# Lowering springs ???



## Gomo187 (Apr 2, 2004)

can someone help with a question??
i wanna lower my spec-v but need input, can i just get springs such as megan racings kit w/o replacing shock/strut combo, if so how much is a maximum lowering amount keeping the stock combo and if this is not a good idea can someone point me in the right direction (brands and where i can get a decent deal is appreciated) thanks


----------



## chimmike (Oct 17, 2002)

any lowering springs and stock dampers are gonna crap out the stock dampers fairly fast, this is a fact. As for spring brands, please do a search, it has been covered.


----------



## Gomo187 (Apr 2, 2004)

chimmike said:


> any lowering springs and stock dampers are gonna crap out the stock dampers fairly fast, this is a fact. As for spring brands, please do a search, it has been covered.

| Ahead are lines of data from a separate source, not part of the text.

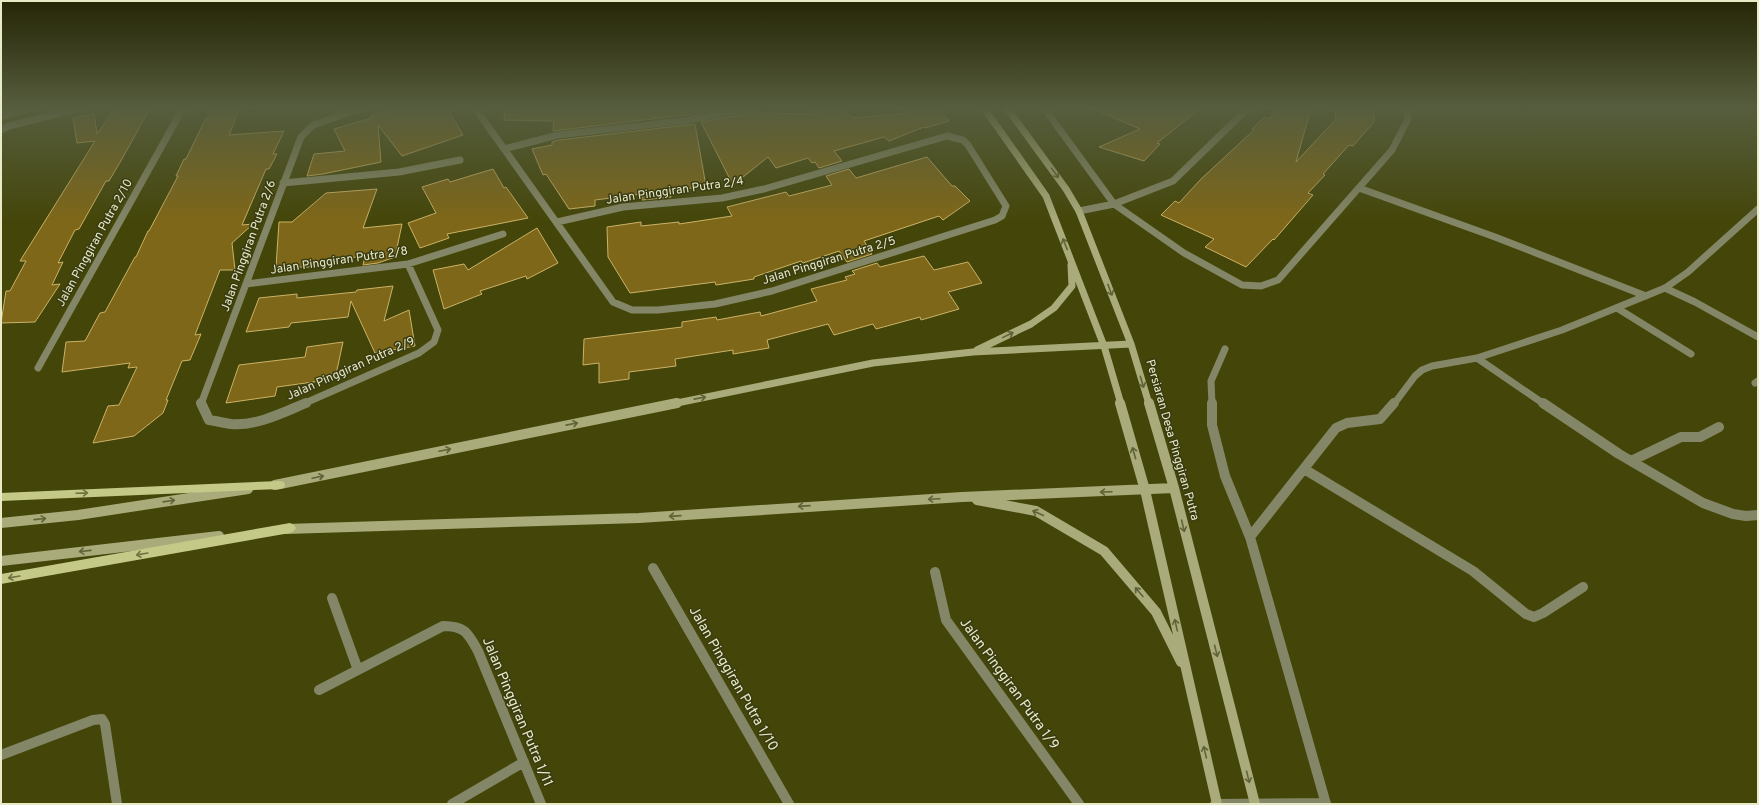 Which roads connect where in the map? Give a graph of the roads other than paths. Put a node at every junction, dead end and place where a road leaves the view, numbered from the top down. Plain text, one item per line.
1 (162, 146) edge
2 (298, 146) edge
3 (502, 146) edge
4 (516, 146) edge
5 (914, 146) edge
6 (968, 146) edge
7 (1010, 146) edge
8 (1034, 146) edge
9 (1071, 146) edge
10 (1209, 146) edge
11 (1394, 146) edge
12 (504, 149) junction
13 (460, 160) dead end
14 (986, 174) joint
15 (284, 183) junction
16 (1359, 188) junction
17 (1114, 204) junction
18 (1758, 209) edge
19 (1079, 211) junction
20 (557, 222) junction
21 (503, 234) dead end
22 (1071, 257) junction
23 (408, 264) junction
24 (246, 284) junction
25 (1665, 288) junction
26 (1646, 296) junction
27 (1618, 308) junction
28 (1758, 337) edge
29 (1131, 344) junction
30 (1104, 346) junction
31 (1225, 348) dead end
32 (973, 352) junction
33 (1691, 354) dead end
34 (1477, 358) junction
35 (38, 368) dead end
36 (201, 404) joint
37 (1719, 427) dead end
38 (1631, 461) junction
39 (1304, 469) junction
40 (280, 485) junction
41 (1174, 488) junction
42 (1145, 490) junction
43 (1, 497) edge
44 (962, 497) junction
45 (1758, 515) edge
46 (1, 523) edge
47 (290, 528) junction
48 (1250, 537) junction
49 (1, 561) edge
50 (653, 568) dead end
51 (935, 572) dead end
52 (1, 579) edge
53 (1583, 588) dead end
54 (332, 598) dead end
55 (358, 670) junction
56 (1187, 673) junction
57 (319, 690) dead end
58 (1, 755) edge
59 (524, 762) junction
60 (1326, 803) edge
61 (117, 804) edge
62 (452, 804) edge
63 (542, 804) edge
64 (789, 804) edge
65 (1079, 804) edge
66 (1216, 804) edge
67 (1255, 804) edge

1 - 35 street, Jalan Pinggiran Putra 2/10
2 - 15 street, Jalan Pinggiran Putra 2/6
3 - 12 street
4 - 12 street
5 - 20 street, Jalan Pinggiran Putra 2/4
6 - 14 street, Jalan Pinggiran Putra 2/4
22 -> 7 main road
8 -> 19 main road, Persiaran Desa Pinggiran Putra
9 - 17 street
10 - 17 street
11 - 16 street
12 - 20 street
13 - 15 street
14 - 20 street, Jalan Pinggiran Putra 2/5
15 - 24 street, Jalan Pinggiran Putra 2/6
16 - 17 street
16 - 26 street
17 - 19 street
18 - 25 street
19 -> 29 main road, Persiaran Desa Pinggiran Putra
21 - 23 street, Jalan Pinggiran Putra 2/8
22 - 30 main road
32 -> 22 main road
23 - 24 street, Jalan Pinggiran Putra 2/8
23 - 36 street, Jalan Pinggiran Putra 2/9
24 - 36 street, Jalan Pinggiran Putra 2/6
25 - 26 street
25 - 28 street
26 - 27 street
27 - 33 street
27 - 34 street
29 - 30 main road
29 -> 41 main road, Persiaran Desa Pinggiran Putra
30 - 32 main road
42 -> 30 main road
31 - 48 street
40 -> 32 main road
34 - 38 street
34 - 39 street
37 - 38 street
38 - 45 street
39 - 48 street
39 - 53 street
43 -> 40 main road
46 -> 40 main road
41 - 42 main road
41 -> 67 main road, Persiaran Desa Pinggiran Putra
42 -> 44 main road
56 -> 42 main road
44 -> 47 main road
56 -> 44 main road
47 -> 49 main road
47 -> 52 main road
48 - 60 street
50 - 64 street, Jalan Pinggiran Putra 1/10
51 - 65 street, Jalan Pinggiran Putra 1/9
54 - 55 street
55 - 57 street
55 - 59 street, Jalan Pinggiran Putra 1/11
66 -> 56 main road
58 - 61 street
59 - 62 street
59 - 63 street, Jalan Pinggiran Putra 1/11
60 - 67 street
66 - 67 street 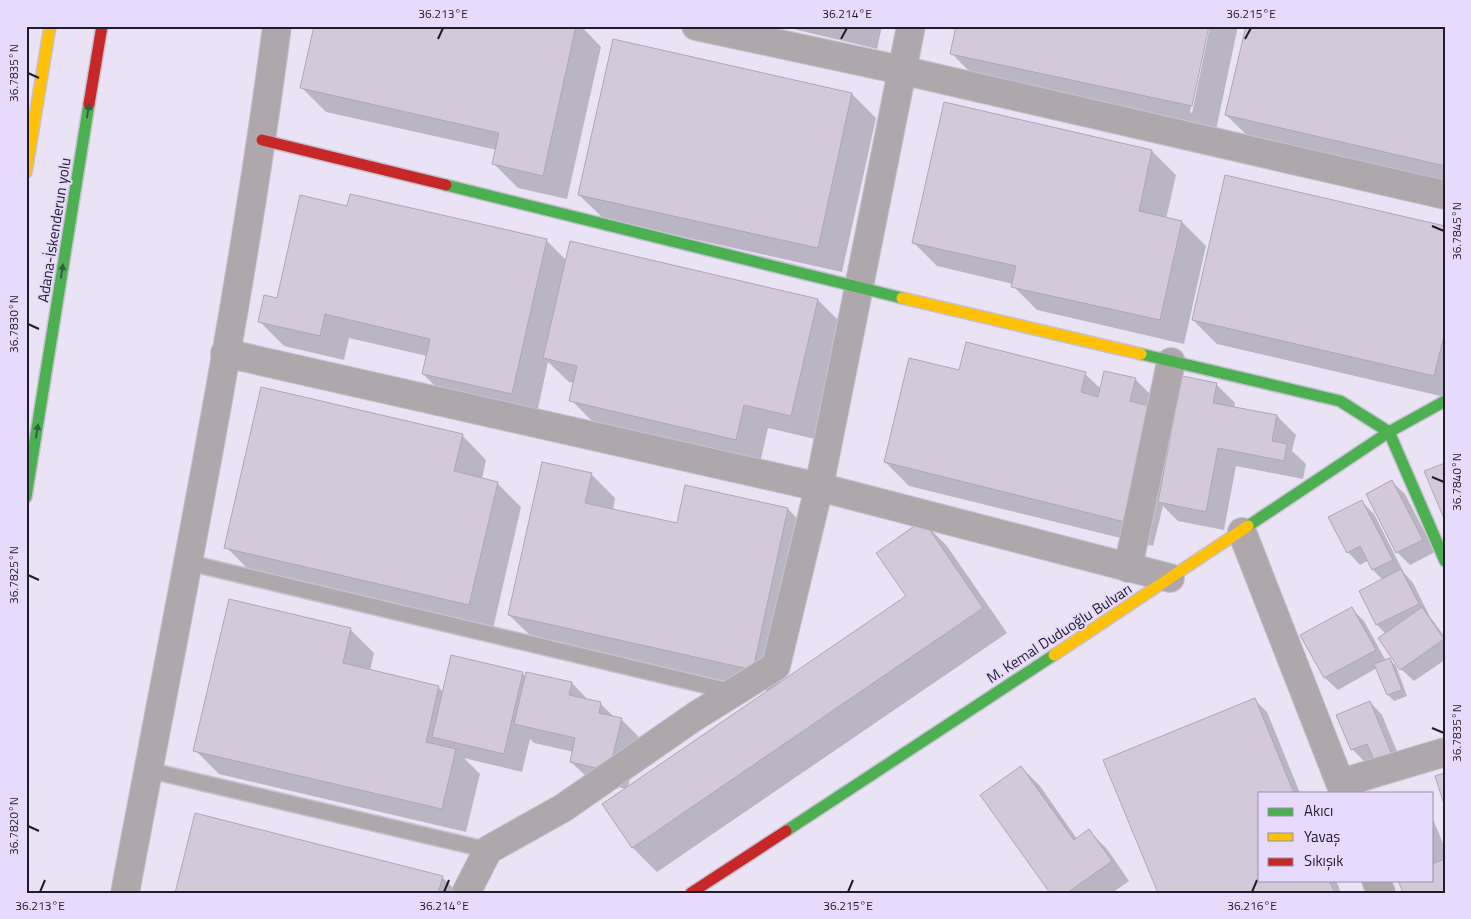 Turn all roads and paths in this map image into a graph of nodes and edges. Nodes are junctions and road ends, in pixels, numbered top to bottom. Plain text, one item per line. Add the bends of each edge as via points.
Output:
1 (50, 26) edge
2 (102, 26) edge
3 (277, 26) edge
4 (696, 26) edge
5 (911, 26) edge
6 (901, 70) junction
7 (262, 140) junction
8 (26, 172) edge
9 (1445, 195) edge
10 (860, 288) junction
11 (225, 353) junction
12 (1171, 362) junction
13 (1445, 401) edge
14 (1389, 432) junction
15 (819, 487) junction
16 (26, 497) edge
17 (1242, 532) junction
18 (1445, 561) edge
19 (186, 562) junction
20 (1128, 568) junction
21 (1170, 578) junction
22 (733, 692) junction
23 (1445, 752) edge
24 (148, 770) junction
25 (1342, 788) edge
26 (488, 850) junction
27 (125, 893) edge
28 (466, 893) edge
29 (691, 893) edge

1 - 8 main road
16 -> 2 main road, Adana-İskenderun yolu
3 - 7 street
4 - 6 street
5 - 6 street
6 - 9 street
6 - 10 street
7 - 10 main road
7 - 11 street
10 - 12 main road
10 - 15 street
11 - 15 street
11 - 19 street
12 - 14 main road via 1340,401
12 - 20 street
13 - 14 main road, M. Kemal Duduoğlu Bulvarı
14 - 17 main road, M. Kemal Duduoğlu Bulvarı
14 - 18 main road
15 - 20 street
15 - 22 street via 776,666
17 - 21 main road, M. Kemal Duduoğlu Bulvarı
17 - 25 street
19 - 22 lane
19 - 24 street
20 - 21 street
21 - 29 main road, M. Kemal Duduoğlu Bulvarı
22 - 26 street via 563,808
23 - 25 street
24 - 26 lane
24 - 27 street
26 - 28 street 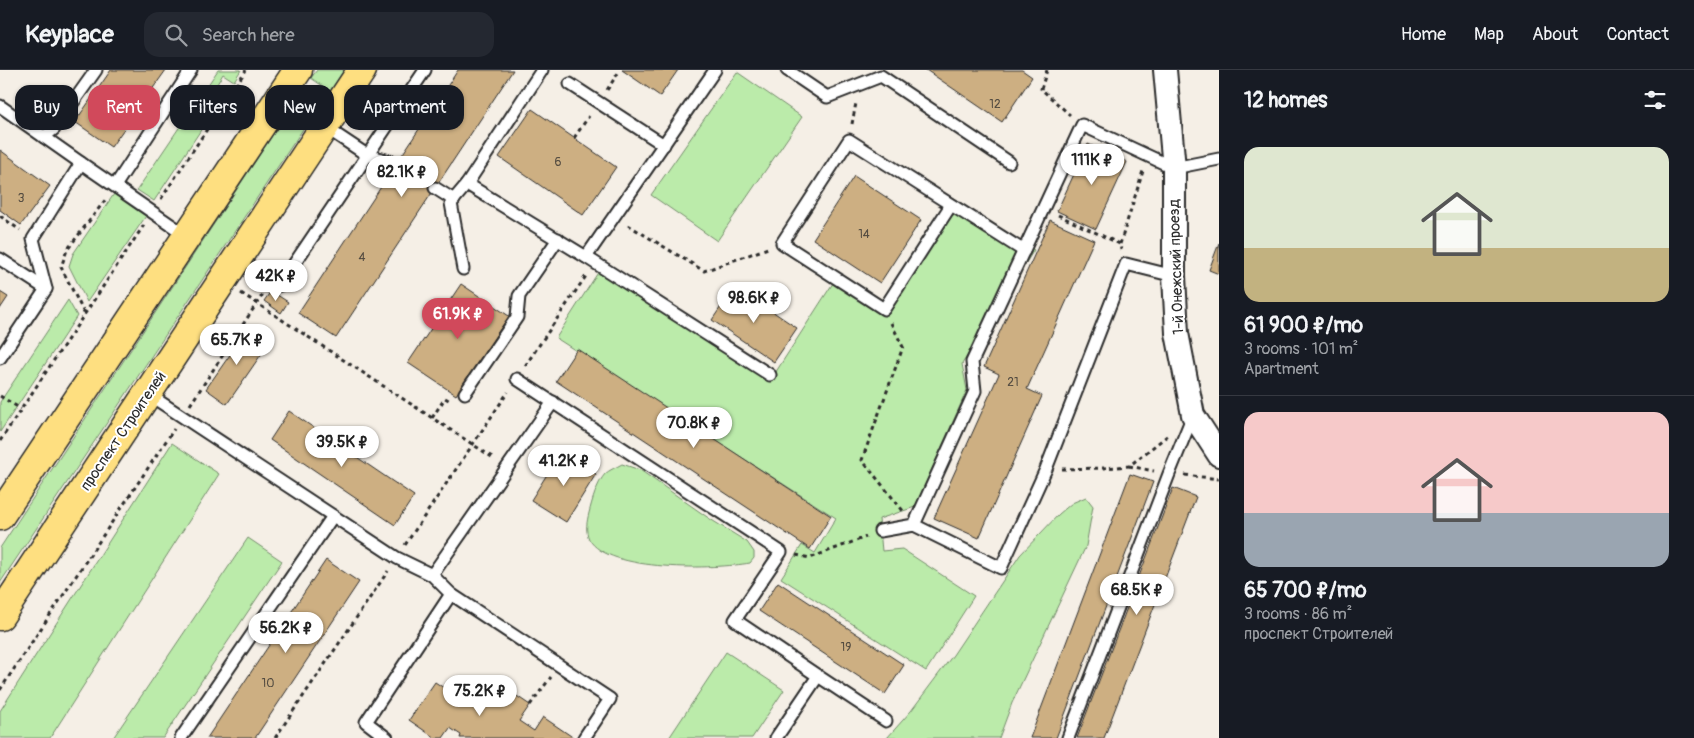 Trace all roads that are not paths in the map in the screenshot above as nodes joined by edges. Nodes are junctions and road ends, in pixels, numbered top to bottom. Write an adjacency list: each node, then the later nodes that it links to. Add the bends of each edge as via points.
1 (96, 70): 16 (lane)
2 (191, 70): 25 (lane)
3 (298, 70): 29 (main road)
4 (362, 70): 13 (main road, проспект Строителей)
5 (425, 70): 18 (lane)
6 (542, 70): 24 (lane)
7 (715, 70): 17 (lane)
8 (787, 70): 10 (lane, via 827,97)
9 (1165, 70): 23 (street, 1-й Онежский проезд)
10 (883, 73): 20 (lane)
11 (570, 84): 17 (lane)
12 (0, 106): 16 (lane)
13 (334, 113)
14 (323, 130): 42 (main road, проспект Строителей)
15 (330, 130): 18 (lane)
16 (44, 137): 21 (lane)
17 (664, 145): 33 (lane, via 614,216)
18 (367, 155): 22 (lane); 36 (lane)
19 (1219, 160): 23 (lane)
20 (1009, 162)
21 (81, 163): 25 (lane); 37 (lane, via 33,239)
22 (397, 163)
23 (1174, 168): 31 (lane, via 1082,126); 35 (street, 1-й Онежский проезд)
24 (467, 184): 27 (lane); 30 (lane)
25 (115, 186): 29 (lane)
26 (435, 188): 27 (lane)
27 (454, 200): 34 (lane, via 451,203)
28 (951, 206): 28 (lane, via 884,309 782,243 849,140); 31 (lane)
29 (187, 236): 46 (main road)
30 (558, 239): 33 (lane); 41 (lane, via 519,296 517,317)
31 (1024, 251): 48 (lane, via 972,362 975,391)
32 (0, 259): 37 (lane)
33 (590, 260): 39 (lane)
34 (463, 269)
35 (1174, 276): 44 (street, 1-й Онежский проезд, via 1177,333); 48 (lane, via 1126,264 1046,468 1001,568)
36 (280, 285)
37 (46, 289): 38 (lane)
38 (0, 358)
39 (770, 375)
40 (517, 379): 43 (lane)
41 (465, 393)
42 (148, 394): 47 (lane); 52 (main road, проспект Строителей)
43 (553, 402): 50 (lane); 53 (lane, via 781,552 735,620)
44 (1193, 415): 45 (street, 1-й Онежский проезд); 59 (lane)
45 (1219, 455)
46 (0, 516)
47 (333, 516): 50 (lane, via 397,558); 55 (lane)
48 (914, 525): 49 (lane)
49 (880, 531)
50 (432, 575): 51 (lane)
51 (451, 594): 56 (lane, via 366,722); 57 (lane, via 610,699)
52 (0, 616)
53 (818, 676): 54 (lane); 58 (lane)
54 (886, 721)
55 (181, 738)
56 (387, 738)
57 (584, 738)
58 (776, 738)
59 (1068, 738)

dude seriously not everyone has no life like yourself and can sit here and read every single thread that gets put up im not retarded and i know how to search...i didnt find the answer i was looking for and didnt have time to look through dozen or more pages of things to do lowering springs, so i asked my fellow nissan owners for some help...therefore if you arent going to help me then dont bother replying to my post, i dont need your kind of information


----------



## tekmode (Feb 22, 2003)

Gomo187 said:


> dude seriously not everyone has no life like yourself and can sit here and read every single thread that gets put up im not retarded and i know how to search...i didnt find the answer i was looking for and didnt have time to look through dozen or more pages of things to do lowering springs, so i asked my fellow nissan owners for some help...therefore if you arent going to help me then dont bother replying to my post, i dont need your kind of information


he is a mod....and when we see the SAME kind of posts over and over we tell that person to search.


----------



## ReVerm (Jan 13, 2003)

Gomo187 said:


> dude seriously not everyone has no life like yourself and can sit here and read every single thread that gets put up im not retarded and i know how to search...i didnt find the answer i was looking for and didnt have time to look through dozen or more pages of things to do lowering springs, so i asked my fellow nissan owners for some help...therefore if you arent going to help me then dont bother replying to my post, i dont need your kind of information


Um... I think Chimmike is just a little irked because there is a sticky at the top of this section that covers pretty much what you're looking for. As for suspension basics for your car, try Kojima's Garage onSentra.net.


----------



## chimmike (Oct 17, 2002)

I don't even think I was being that rude...............this thread is locked. Attitude like that isn't appreciated new guy. Try and look around a little bit before getting hissy. The board _did_ exist before you joined.


----------